Published Monday 3 December 2007 at 17:05 by Jason Best

Charles Dickens’s ghostly fable has been endlessly re-imagined in new settings. But while most reinterpretations have played up the story’s sentiment, the Isango/Portobello company’s South African version strips away the cosy and familiar trimmings to remind us that indignation at poverty and injustice lies at the heart of the tale.

Zanele Gracious Mbatha (First Ghost) and Pauline Malefane (Scrooge) in A Christmas Carol at the Young Vic, London

Zanele Gracious Mbatha (First Ghost) and Pauline Malefane (Scrooge) in A Christmas Carol at the Young Vic, London Photo: Tristram Kenton

Not that there’s anything earnest about Mark Dornford-May’s show, which is filled with vibrant songs and dance, and stars the incomparable Pauline Malefane, an unforgettable township Carmen in the film U-Carmen eKhayelitsha.

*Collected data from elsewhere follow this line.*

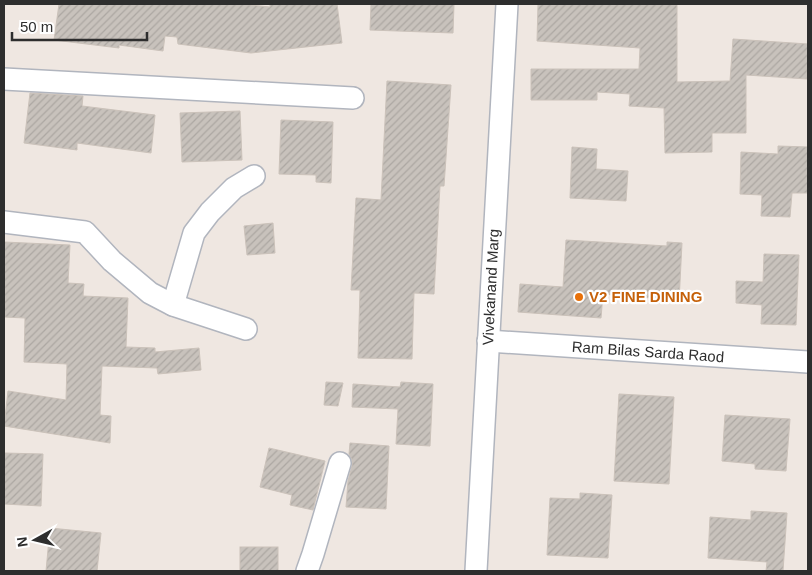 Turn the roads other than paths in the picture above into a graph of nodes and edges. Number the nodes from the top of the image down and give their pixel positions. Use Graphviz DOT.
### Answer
graph roads {
  1 [pos="507,4"];
  2 [pos="4,78"];
  3 [pos="353,98"];
  4 [pos="254,176"];
  5 [pos="4,222"];
  6 [pos="173,305"];
  7 [pos="246,329"];
  8 [pos="488,341"];
  9 [pos="808,362"];
  10 [pos="340,463"];
  11 [pos="306,571"];
  12 [pos="476,571"];
  1 -- 8 [label="street, Vivekanand Marg"];
  2 -- 3 [label="street"];
  4 -- 6 [label="street"];
  5 -- 6 [label="street"];
  6 -- 7 [label="street"];
  8 -- 9 [label="street, Ram Bilas Sarda Raod"];
  8 -- 12 [label="street, Vivekanand Marg"];
  10 -- 11 [label="street"];
} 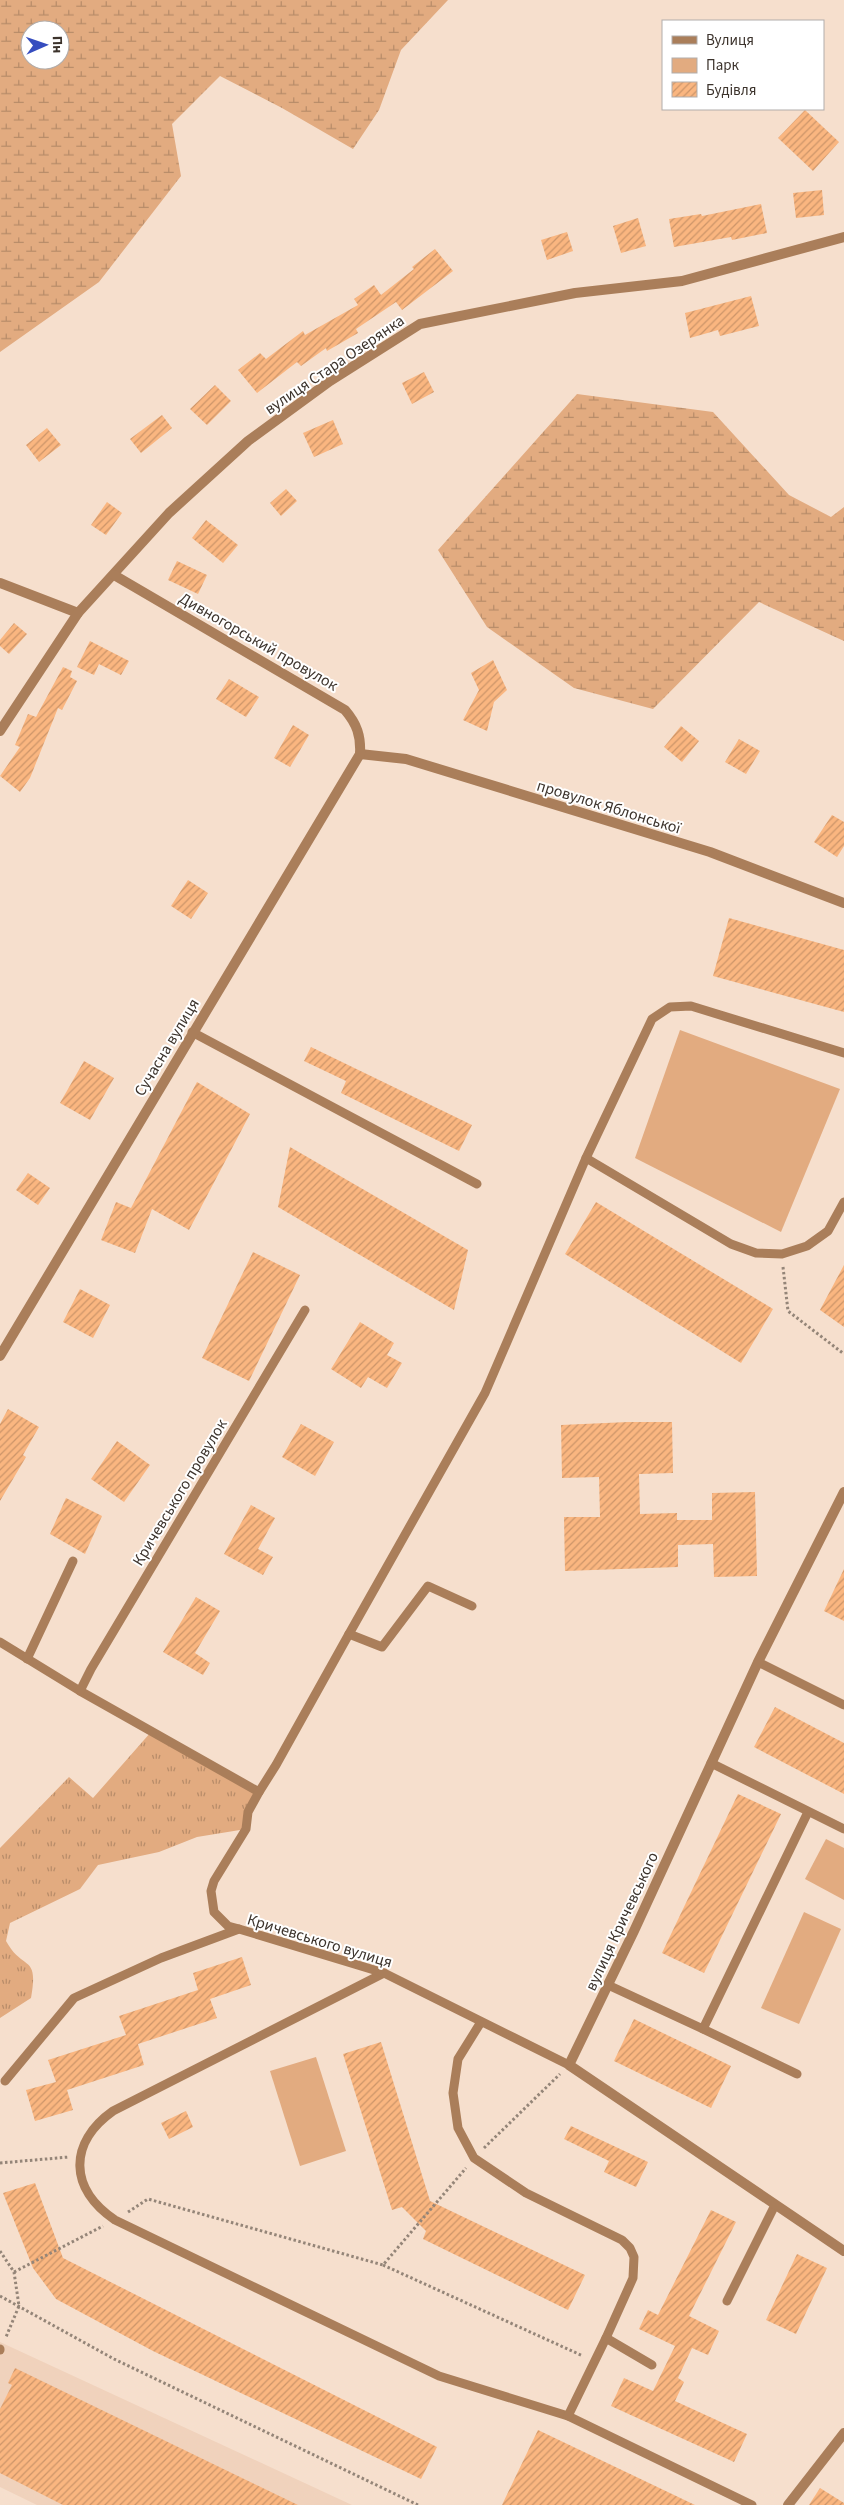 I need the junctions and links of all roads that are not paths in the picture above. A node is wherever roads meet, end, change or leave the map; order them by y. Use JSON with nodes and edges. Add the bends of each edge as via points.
{"nodes":[{"id":1,"x":844,"y":237,"type":"edge"},
{"id":2,"x":114,"y":575,"type":"junction"},
{"id":3,"x":0,"y":583,"type":"edge"},
{"id":4,"x":78,"y":613,"type":"junction"},
{"id":5,"x":0,"y":731,"type":"edge"},
{"id":6,"x":360,"y":754,"type":"junction"},
{"id":7,"x":844,"y":903,"type":"edge"},
{"id":8,"x":192,"y":1032,"type":"junction"},
{"id":9,"x":844,"y":1053,"type":"edge"},
{"id":10,"x":586,"y":1158,"type":"junction"},
{"id":11,"x":477,"y":1184,"type":"dead end"},
{"id":12,"x":844,"y":1202,"type":"edge"},
{"id":13,"x":305,"y":1310,"type":"dead end"},
{"id":14,"x":0,"y":1356,"type":"edge"},
{"id":15,"x":844,"y":1492,"type":"edge"},
{"id":16,"x":73,"y":1561,"type":"dead end"},
{"id":17,"x":472,"y":1606,"type":"dead end"},
{"id":18,"x":348,"y":1634,"type":"junction"},
{"id":19,"x":0,"y":1642,"type":"edge"},
{"id":20,"x":27,"y":1659,"type":"junction"},
{"id":21,"x":758,"y":1662,"type":"junction"},
{"id":22,"x":80,"y":1691,"type":"junction"},
{"id":23,"x":844,"y":1705,"type":"edge"},
{"id":24,"x":712,"y":1764,"type":"junction"},
{"id":25,"x":259,"y":1792,"type":"junction"},
{"id":26,"x":808,"y":1812,"type":"junction"},
{"id":27,"x":844,"y":1829,"type":"edge"},
{"id":28,"x":239,"y":1929,"type":"junction"},
{"id":29,"x":384,"y":1973,"type":"junction"},
{"id":30,"x":608,"y":1985,"type":"junction"},
{"id":31,"x":481,"y":2022,"type":"junction"},
{"id":32,"x":703,"y":2029,"type":"junction"},
{"id":33,"x":569,"y":2064,"type":"junction"},
{"id":34,"x":797,"y":2074,"type":"dead end"},
{"id":35,"x":5,"y":2081,"type":"dead end"},
{"id":36,"x":775,"y":2205,"type":"junction"},
{"id":37,"x":844,"y":2251,"type":"edge"},
{"id":38,"x":727,"y":2300,"type":"dead end"},
{"id":39,"x":606,"y":2338,"type":"junction"},
{"id":40,"x":652,"y":2365,"type":"dead end"},
{"id":41,"x":568,"y":2416,"type":"junction"},
{"id":42,"x":844,"y":2433,"type":"edge"},
{"id":43,"x":752,"y":2505,"type":"edge"},
{"id":44,"x":788,"y":2505,"type":"edge"}],
"edges":[{"from":1,"to":2,"type":"street","name":"вулиця Стара Озерянка","via":[[682,280],[575,293],[420,324],[330,381],[248,441],[169,514]]},
{"from":2,"to":4,"type":"street","name":"вулиця Стара Озерянка"},
{"from":2,"to":6,"type":"street","name":"Дивногорський провулок","via":[[345,710],[359,731]]},
{"from":3,"to":4,"type":"street"},
{"from":4,"to":5,"type":"street","name":"вулиця Стара Озерянка"},
{"from":6,"to":7,"type":"street","name":"провулок Яблонської","via":[[406,759],[701,849]]},
{"from":6,"to":8,"type":"street","name":"Сучасна вулиця"},
{"from":8,"to":11,"type":"lane"},
{"from":8,"to":14,"type":"street","name":"Сучасна вулиця"},
{"from":9,"to":10,"type":"lane","via":[[691,1006],[670,1007],[652,1019],[645,1030]]},
{"from":10,"to":12,"type":"lane","via":[[731,1244],[756,1253],[782,1254],[807,1246],[828,1231]]},
{"from":10,"to":18,"type":"lane","via":[[485,1393]]},
{"from":13,"to":22,"type":"lane","name":"Кричевського провулок"},
{"from":15,"to":21,"type":"street","name":"вулиця Кричевського"},
{"from":16,"to":20,"type":"lane"},
{"from":17,"to":18,"type":"lane","via":[[428,1586],[382,1647]]},
{"from":18,"to":25,"type":"lane"},
{"from":19,"to":20,"type":"lane"},
{"from":20,"to":22,"type":"lane"},
{"from":21,"to":23,"type":"lane"},
{"from":21,"to":24,"type":"street","name":"вулиця Кричевського"},
{"from":22,"to":25,"type":"lane"},
{"from":24,"to":26,"type":"lane"},
{"from":24,"to":30,"type":"street","name":"вулиця Кричевського"},
{"from":25,"to":28,"type":"lane","via":[[248,1812],[246,1829],[211,1891],[212,1907],[220,1920]]},
{"from":26,"to":27,"type":"lane"},
{"from":26,"to":32,"type":"lane"},
{"from":28,"to":29,"type":"lane","name":"Кричевського вулиця"},
{"from":28,"to":35,"type":"lane","name":"Кричевського вулиця","via":[[161,1958],[74,1998]]},
{"from":29,"to":31,"type":"lane","name":"Кричевського вулиця"},
{"from":29,"to":41,"type":"lane","via":[[98,2122],[86,2138],[80,2156],[87,2194],[99,2209],[115,2220],[439,2376]]},
{"from":30,"to":32,"type":"lane"},
{"from":30,"to":33,"type":"street","name":"вулиця Кричевського"},
{"from":31,"to":33,"type":"lane","name":"Кричевського вулиця"},
{"from":31,"to":39,"type":"lane","via":[[458,2059],[453,2093],[458,2128],[474,2158],[526,2193],[613,2235],[630,2248],[635,2268]]},
{"from":32,"to":34,"type":"lane"},
{"from":33,"to":36,"type":"street"},
{"from":36,"to":37,"type":"street"},
{"from":36,"to":38,"type":"lane"},
{"from":39,"to":40,"type":"lane"},
{"from":39,"to":41,"type":"lane"},
{"from":41,"to":43,"type":"lane"},
{"from":42,"to":44,"type":"street"}]} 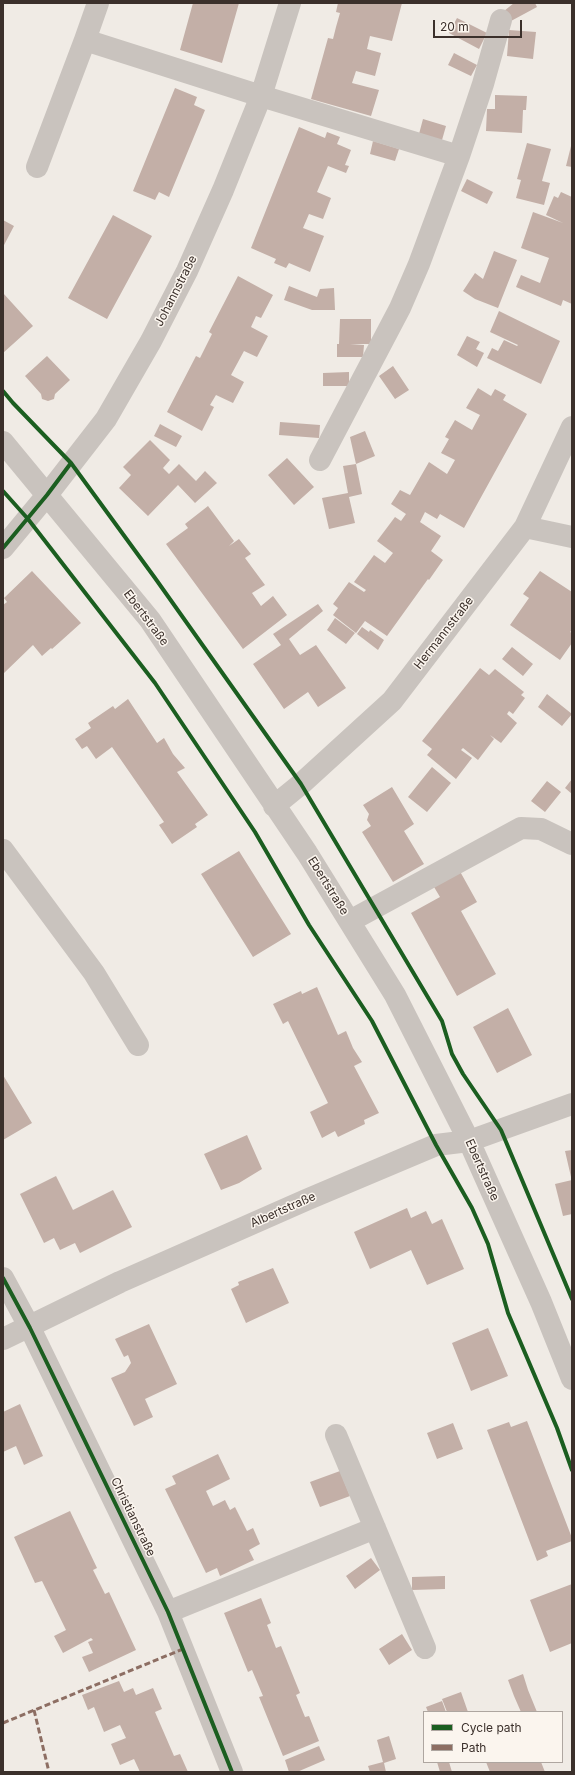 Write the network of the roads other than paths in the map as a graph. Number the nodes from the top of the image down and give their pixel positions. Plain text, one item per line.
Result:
1 (98, 3) edge
2 (290, 3) edge
3 (501, 20) dead end
4 (85, 40) junction
5 (261, 96) junction
6 (459, 156) junction
7 (37, 167) dead end
8 (572, 427) edge
9 (3, 442) edge
10 (320, 460) dead end
11 (47, 496) junction
12 (525, 527) junction
13 (572, 537) edge
14 (3, 548) edge
15 (274, 806) junction
16 (572, 844) edge
17 (3, 850) edge
18 (350, 921) junction
19 (138, 1045) dead end
20 (572, 1104) edge
21 (470, 1141) junction
22 (3, 1278) edge
23 (30, 1328) junction
24 (3, 1339) edge
25 (572, 1379) edge
26 (336, 1435) dead end
27 (375, 1528) junction
28 (168, 1612) junction
29 (425, 1648) dead end
30 (232, 1772) edge

1 - 4 street
2 - 5 street, Johannstraße
3 - 6 street
4 - 5 street
4 - 7 street
5 - 6 street
5 - 11 street, Johannstraße
6 - 10 street
8 - 12 street, Hermannstraße
9 - 11 street, Ebertstraße
11 - 14 street, Johannstraße
11 - 15 street, Ebertstraße
12 - 13 street
12 - 15 street, Hermannstraße
15 - 18 street, Ebertstraße
16 - 18 street
17 - 19 street
18 - 21 street, Ebertstraße
20 - 21 street, Albertstraße
21 - 23 street, Albertstraße
21 - 25 street, Ebertstraße
22 - 23 street, Christianstraße
23 - 24 street, Albertstraße
23 - 28 street, Christianstraße
26 - 27 street
27 - 28 street
27 - 29 street
28 - 30 street, Christianstraße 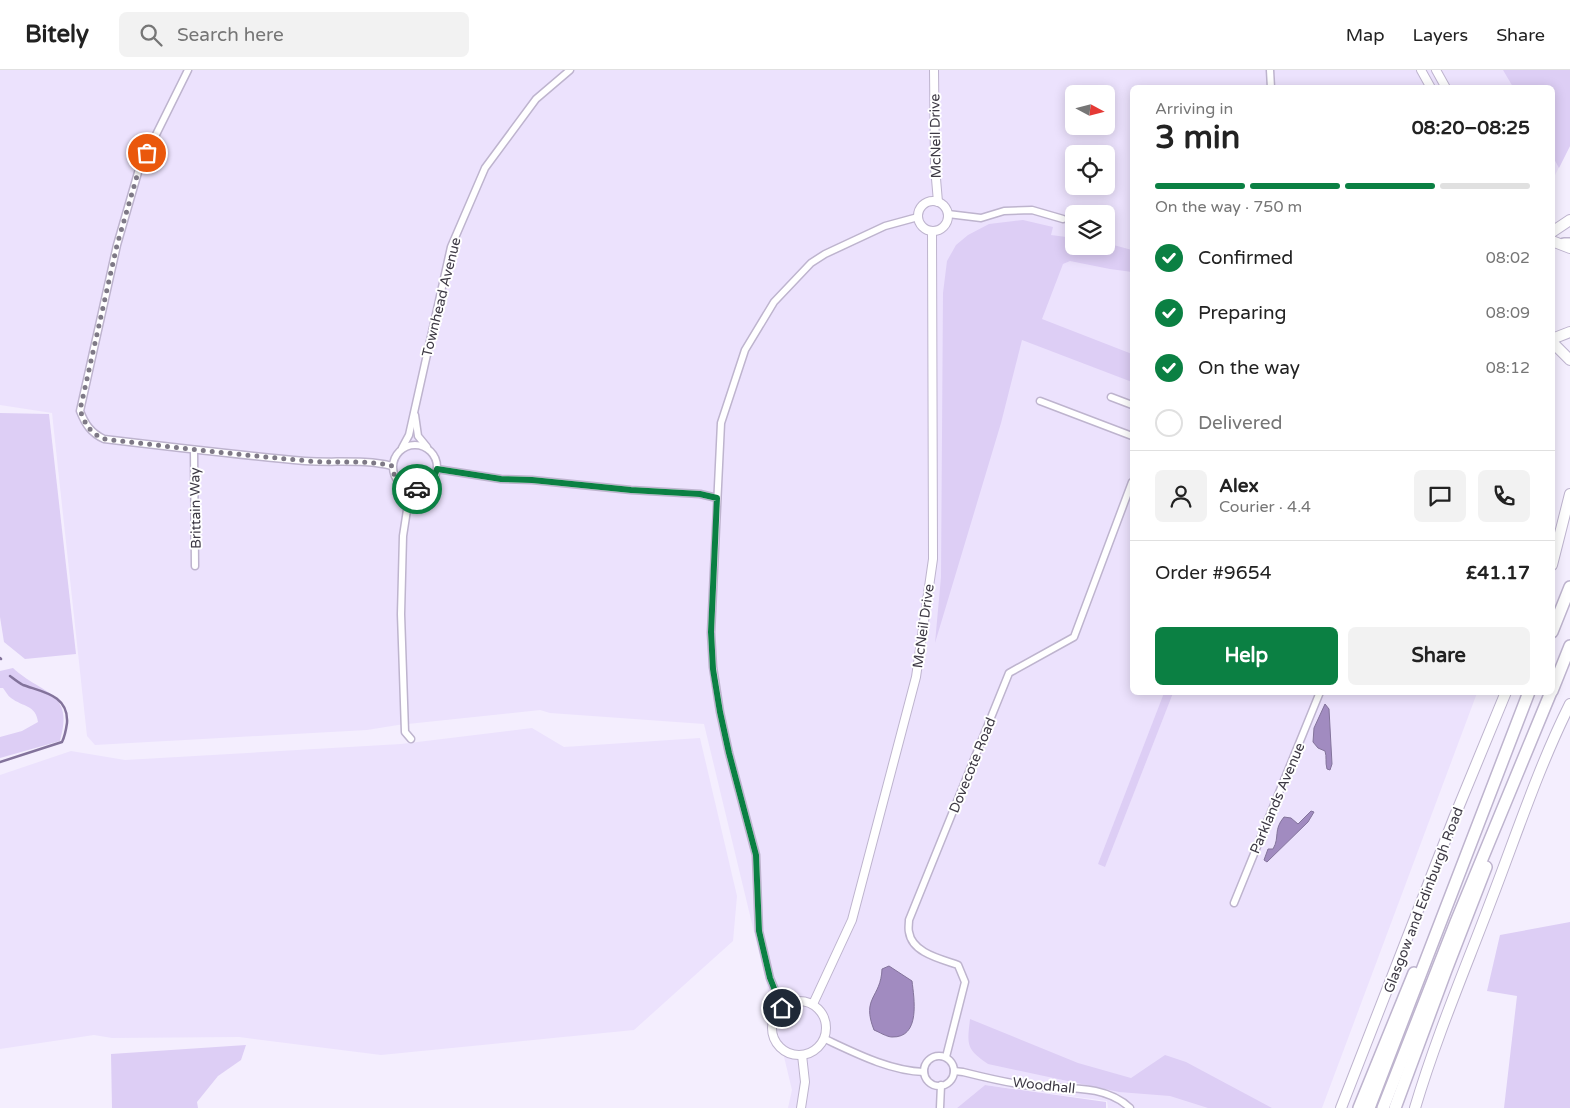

Malefane’s Scrooge is a thrusting example of post-apartheid South Africa’s new black entrepreneurial class, a woman who has turned her back on her township roots to become the hard-hearted owner of a gold mine.

Once a passionate singer, she now declares that ‘singing is for fools’, but she learns the error of her ways thanks to the intervention of three ancestral spirits.

It’s Zanele Gracious Mbatha’s elegant, white-trouser-suited ghost of Christmas past who reminds Scrooge of her origins, projecting filmed episodes from her life on to a huge white sheet hung at the back of the stage. With the exception of a larky sepia sequence that shows Scrooge’s former partner, Zebulon K Mmusi’s Jacob Marley, as a cape-wearing silent movie villain, these township scenes have a quiet pathos that brings home the reality of life in a contemporary South Africa blighted by Aids and inequality.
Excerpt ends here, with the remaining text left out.